Each day, children achieve little victories that are significant to them. Your first job is to notice these victories, then point them out to your child when they happen. It doesn’t have to be hitting a home run or scoring the winning basket. Recognize both large and small moments of effort, character and personal accomplishment.
Never voice low expectations for your young athlete. For example, never say, “It’s going to be hard to hit this pitcher.” Or, “Don’t be discouraged if you can’t keep up with her. She’s fast.”
Don’t limit your young athlete to what you think he or she can do. Help them to aim high. This sparks interest to be better and reach new goals. Speaking of which…
Young athletes do better at accomplishing goals they’ve set for themselves rather than following those determined by mom and dad. Encourage them to set above-average goals that will challenge them.

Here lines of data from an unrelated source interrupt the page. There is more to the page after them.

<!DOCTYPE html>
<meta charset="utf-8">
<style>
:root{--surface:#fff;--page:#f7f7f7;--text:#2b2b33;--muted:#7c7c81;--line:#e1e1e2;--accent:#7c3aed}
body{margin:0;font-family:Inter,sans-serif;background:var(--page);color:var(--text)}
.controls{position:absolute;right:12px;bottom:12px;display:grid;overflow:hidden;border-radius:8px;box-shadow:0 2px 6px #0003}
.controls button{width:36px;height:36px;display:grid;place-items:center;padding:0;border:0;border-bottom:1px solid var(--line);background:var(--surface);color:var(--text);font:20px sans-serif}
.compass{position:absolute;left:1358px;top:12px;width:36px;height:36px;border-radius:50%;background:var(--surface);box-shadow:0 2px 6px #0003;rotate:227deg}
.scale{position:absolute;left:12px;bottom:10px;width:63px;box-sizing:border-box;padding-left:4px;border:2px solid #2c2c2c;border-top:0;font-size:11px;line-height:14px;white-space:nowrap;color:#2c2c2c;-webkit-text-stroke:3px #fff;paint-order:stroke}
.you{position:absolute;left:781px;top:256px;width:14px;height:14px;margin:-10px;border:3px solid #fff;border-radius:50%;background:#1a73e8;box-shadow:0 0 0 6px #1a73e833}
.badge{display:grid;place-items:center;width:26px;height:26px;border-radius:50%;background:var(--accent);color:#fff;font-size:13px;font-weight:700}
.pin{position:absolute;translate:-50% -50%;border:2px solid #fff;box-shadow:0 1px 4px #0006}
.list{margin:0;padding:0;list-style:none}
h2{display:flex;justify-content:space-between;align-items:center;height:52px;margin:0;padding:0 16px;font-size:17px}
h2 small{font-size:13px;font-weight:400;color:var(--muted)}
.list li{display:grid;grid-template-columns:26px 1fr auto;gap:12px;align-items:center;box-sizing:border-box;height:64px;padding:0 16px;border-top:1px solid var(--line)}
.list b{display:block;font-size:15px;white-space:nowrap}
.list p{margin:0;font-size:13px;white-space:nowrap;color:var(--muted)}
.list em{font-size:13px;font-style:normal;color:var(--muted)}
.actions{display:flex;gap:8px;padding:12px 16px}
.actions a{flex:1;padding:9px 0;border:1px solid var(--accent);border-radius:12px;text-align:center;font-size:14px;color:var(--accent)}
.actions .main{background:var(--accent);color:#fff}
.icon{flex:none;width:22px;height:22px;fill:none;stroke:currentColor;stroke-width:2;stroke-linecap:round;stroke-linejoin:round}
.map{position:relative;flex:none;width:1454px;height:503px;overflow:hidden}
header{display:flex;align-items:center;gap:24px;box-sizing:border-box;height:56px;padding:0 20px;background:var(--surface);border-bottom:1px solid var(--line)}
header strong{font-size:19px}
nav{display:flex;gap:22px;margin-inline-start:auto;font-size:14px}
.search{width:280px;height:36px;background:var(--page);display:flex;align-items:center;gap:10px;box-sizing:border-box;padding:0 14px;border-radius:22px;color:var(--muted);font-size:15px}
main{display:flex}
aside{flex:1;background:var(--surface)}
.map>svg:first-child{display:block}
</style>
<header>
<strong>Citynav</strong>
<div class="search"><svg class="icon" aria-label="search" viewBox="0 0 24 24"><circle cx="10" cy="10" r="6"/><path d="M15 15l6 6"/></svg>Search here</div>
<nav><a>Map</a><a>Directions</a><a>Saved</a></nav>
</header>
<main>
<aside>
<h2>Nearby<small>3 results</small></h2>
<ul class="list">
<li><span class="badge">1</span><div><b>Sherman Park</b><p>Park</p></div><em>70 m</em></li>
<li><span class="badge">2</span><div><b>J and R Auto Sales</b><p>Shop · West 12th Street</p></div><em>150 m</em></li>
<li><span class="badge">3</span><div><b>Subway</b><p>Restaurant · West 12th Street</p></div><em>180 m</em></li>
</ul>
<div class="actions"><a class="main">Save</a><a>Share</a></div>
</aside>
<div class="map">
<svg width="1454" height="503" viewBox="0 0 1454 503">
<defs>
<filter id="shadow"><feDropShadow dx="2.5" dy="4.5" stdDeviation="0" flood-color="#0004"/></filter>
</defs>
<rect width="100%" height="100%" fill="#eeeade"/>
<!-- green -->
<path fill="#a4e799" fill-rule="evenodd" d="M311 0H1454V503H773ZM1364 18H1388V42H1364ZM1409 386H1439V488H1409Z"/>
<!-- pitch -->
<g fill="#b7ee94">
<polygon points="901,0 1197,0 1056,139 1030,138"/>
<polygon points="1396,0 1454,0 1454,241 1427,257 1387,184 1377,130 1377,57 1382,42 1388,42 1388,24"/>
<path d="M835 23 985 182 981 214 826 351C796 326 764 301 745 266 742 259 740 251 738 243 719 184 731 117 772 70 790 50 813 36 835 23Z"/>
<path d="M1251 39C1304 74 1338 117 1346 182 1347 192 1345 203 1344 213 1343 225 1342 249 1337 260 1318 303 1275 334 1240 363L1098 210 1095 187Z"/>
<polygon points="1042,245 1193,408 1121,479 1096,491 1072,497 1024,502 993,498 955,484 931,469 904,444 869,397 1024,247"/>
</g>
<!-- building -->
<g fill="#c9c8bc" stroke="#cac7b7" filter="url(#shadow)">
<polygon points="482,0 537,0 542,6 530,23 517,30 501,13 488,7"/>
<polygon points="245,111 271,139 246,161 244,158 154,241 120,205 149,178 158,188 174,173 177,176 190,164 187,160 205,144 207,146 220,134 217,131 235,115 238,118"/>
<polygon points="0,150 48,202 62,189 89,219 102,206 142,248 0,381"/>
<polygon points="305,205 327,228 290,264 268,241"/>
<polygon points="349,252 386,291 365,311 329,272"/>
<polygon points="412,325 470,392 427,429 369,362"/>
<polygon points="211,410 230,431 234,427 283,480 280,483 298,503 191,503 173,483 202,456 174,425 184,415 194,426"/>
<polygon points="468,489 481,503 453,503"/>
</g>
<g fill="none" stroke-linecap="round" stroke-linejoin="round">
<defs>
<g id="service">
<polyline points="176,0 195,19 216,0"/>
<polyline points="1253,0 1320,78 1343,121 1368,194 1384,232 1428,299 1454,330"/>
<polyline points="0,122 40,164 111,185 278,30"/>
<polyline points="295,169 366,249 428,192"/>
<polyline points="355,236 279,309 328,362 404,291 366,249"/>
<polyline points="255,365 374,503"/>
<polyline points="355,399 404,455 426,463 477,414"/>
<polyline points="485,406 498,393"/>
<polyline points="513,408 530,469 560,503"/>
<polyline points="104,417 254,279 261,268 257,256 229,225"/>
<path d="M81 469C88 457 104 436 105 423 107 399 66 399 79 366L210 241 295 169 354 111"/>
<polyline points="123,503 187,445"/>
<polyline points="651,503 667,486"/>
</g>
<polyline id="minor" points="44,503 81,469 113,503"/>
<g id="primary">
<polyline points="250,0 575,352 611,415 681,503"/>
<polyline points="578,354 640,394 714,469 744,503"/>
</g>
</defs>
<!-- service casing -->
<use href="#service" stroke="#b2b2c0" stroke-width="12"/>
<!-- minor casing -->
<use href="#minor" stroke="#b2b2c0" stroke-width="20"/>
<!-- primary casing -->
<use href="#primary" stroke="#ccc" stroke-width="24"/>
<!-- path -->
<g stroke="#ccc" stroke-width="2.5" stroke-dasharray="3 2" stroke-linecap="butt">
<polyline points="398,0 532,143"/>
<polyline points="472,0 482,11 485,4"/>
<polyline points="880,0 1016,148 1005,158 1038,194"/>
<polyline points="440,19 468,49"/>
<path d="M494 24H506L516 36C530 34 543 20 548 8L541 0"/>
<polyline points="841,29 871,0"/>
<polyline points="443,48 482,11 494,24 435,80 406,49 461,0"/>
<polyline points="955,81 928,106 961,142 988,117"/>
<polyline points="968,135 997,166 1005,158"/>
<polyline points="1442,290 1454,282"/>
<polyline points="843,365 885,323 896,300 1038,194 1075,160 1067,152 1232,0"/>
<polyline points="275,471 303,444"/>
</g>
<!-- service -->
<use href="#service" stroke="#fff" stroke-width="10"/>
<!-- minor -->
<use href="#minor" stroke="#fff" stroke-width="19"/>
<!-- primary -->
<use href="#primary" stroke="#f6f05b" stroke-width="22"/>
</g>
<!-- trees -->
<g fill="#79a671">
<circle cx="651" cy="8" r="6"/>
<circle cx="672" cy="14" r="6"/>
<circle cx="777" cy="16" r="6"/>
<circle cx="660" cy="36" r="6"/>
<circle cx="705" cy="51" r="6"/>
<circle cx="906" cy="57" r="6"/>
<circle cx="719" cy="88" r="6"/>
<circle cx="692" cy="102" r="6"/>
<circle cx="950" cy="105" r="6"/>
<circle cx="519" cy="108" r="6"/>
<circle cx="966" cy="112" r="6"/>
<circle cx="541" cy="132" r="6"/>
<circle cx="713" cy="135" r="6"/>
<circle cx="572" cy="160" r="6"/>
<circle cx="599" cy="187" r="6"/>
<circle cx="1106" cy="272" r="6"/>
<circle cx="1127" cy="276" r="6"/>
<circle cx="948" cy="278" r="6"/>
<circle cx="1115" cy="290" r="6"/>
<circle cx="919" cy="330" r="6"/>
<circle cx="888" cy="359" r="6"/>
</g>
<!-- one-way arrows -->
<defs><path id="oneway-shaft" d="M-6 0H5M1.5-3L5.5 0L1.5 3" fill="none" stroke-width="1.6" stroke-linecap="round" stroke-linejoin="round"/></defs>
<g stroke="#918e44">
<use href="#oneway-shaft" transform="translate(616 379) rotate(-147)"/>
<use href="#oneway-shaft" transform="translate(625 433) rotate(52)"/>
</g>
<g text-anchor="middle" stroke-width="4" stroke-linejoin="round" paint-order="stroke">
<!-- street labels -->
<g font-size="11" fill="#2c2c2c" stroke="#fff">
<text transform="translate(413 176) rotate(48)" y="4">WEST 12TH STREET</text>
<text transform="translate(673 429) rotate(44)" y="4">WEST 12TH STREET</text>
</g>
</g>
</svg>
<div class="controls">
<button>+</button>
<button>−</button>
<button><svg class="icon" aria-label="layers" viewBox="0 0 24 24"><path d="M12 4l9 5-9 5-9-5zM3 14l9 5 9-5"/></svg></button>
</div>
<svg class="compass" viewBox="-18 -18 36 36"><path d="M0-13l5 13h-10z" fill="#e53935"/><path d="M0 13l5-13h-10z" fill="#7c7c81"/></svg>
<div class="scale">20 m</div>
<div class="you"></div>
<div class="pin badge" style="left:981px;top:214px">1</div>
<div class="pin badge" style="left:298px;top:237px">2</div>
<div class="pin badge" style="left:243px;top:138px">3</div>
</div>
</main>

This permission is given after the mistake, not before! Before communicates small thinking; after communicates growth. Don’t send your children the message that something is wrong with them because they make mistakes. When a young athlete makes a mistake, help them regain their feet and support them as they move forward.
When young athletes learn to solve their own problems, they gain confidence. Confidence gives them motivation to work harder. When sports parents constantly step in to fight for their kids, they rob their children of opportunities to grow. The result? The beginnings of an entitled, emotionally-weak adult.
Kids will keep doing something if it’s fun. Sports are often hard work and definitely challenging, but if your child does not enjoy the game, then he or she is not going to be motivated to improve. It’s okay to let them have fun and laugh a little.
As you watch your child play, look for strengths, observe what they love to do and encourage them to develop in those areas. Instead of focusing on weak areas, focus on making your young athlete’s strengths even stronger.
As we watch our young athletes try new things, push themselves and learn from mistakes, we will see them achieve their goals and have a great time reaching their potential through youth sports.